Нахожусь в одном совершенно чужом, но гостеприимном доме. Пришел сюда вчера бог весть откуда и завтра опять куда-то уйду… Но если бы кто знал, как мне не хочется отсюда уходить!.. И не потому, что это место самое лучшее в мире, а потому, что очень надоело бродить, надоело бояться, потому что хочется жить среди людей, в тепле и покое.
В печи весело потрескивают дрова, из кухни слышатся звон посуды, хлопоты хозяйки, готовящей ужин, и детские голоса; у моих ног, о чем-то мурлыча на своем кошачьем языке, трется белый пушистый котенок. Все такое домашнее, только… я здесь чужой. Я просто попросился на ночлег, но, переутомленный, проспал сутки, и хозяева, видя, что я очень устал, предложили мне остаться еще на ночь. Они меня ни о чем не расспрашивают, и я им за это очень благодарен. Не часто мне приходится встречать скромных, бескорыстных людей.

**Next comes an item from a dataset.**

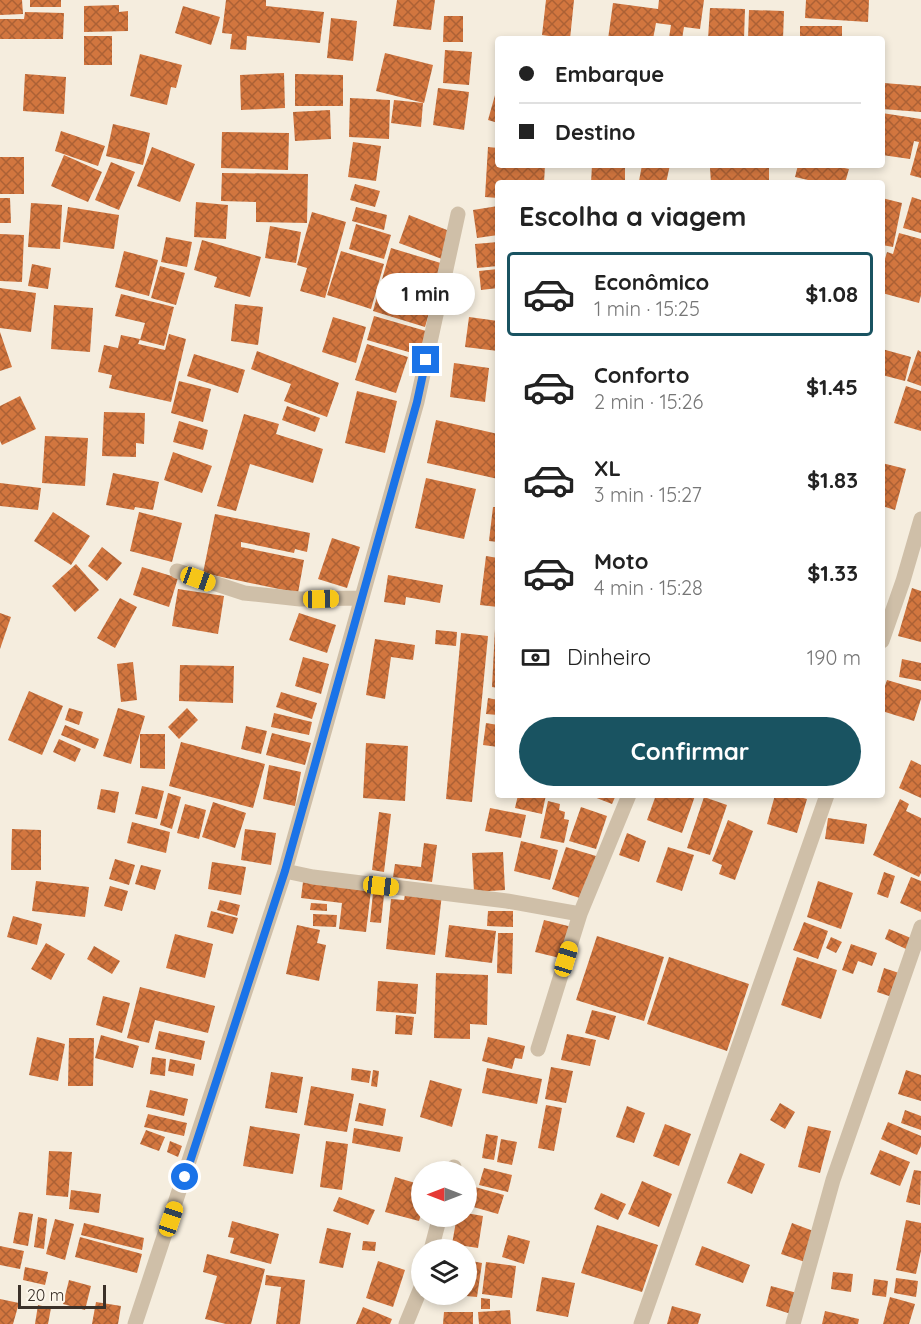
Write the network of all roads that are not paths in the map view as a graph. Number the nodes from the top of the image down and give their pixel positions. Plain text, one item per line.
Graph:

Я помню, как однажды был вынужден бежать из одного дома, где также остался ночевать, потому что случайно подслушал разговор хозяев, собиравшихся заявить обо мне в милицию, – я им показался подозрительным. Да и что за отдых в чужих домах, где никогда не перестаешь опасаться хозяев?! Недавно в другом доме, где я остался ночевать, со мной случилась совершенно смешная история.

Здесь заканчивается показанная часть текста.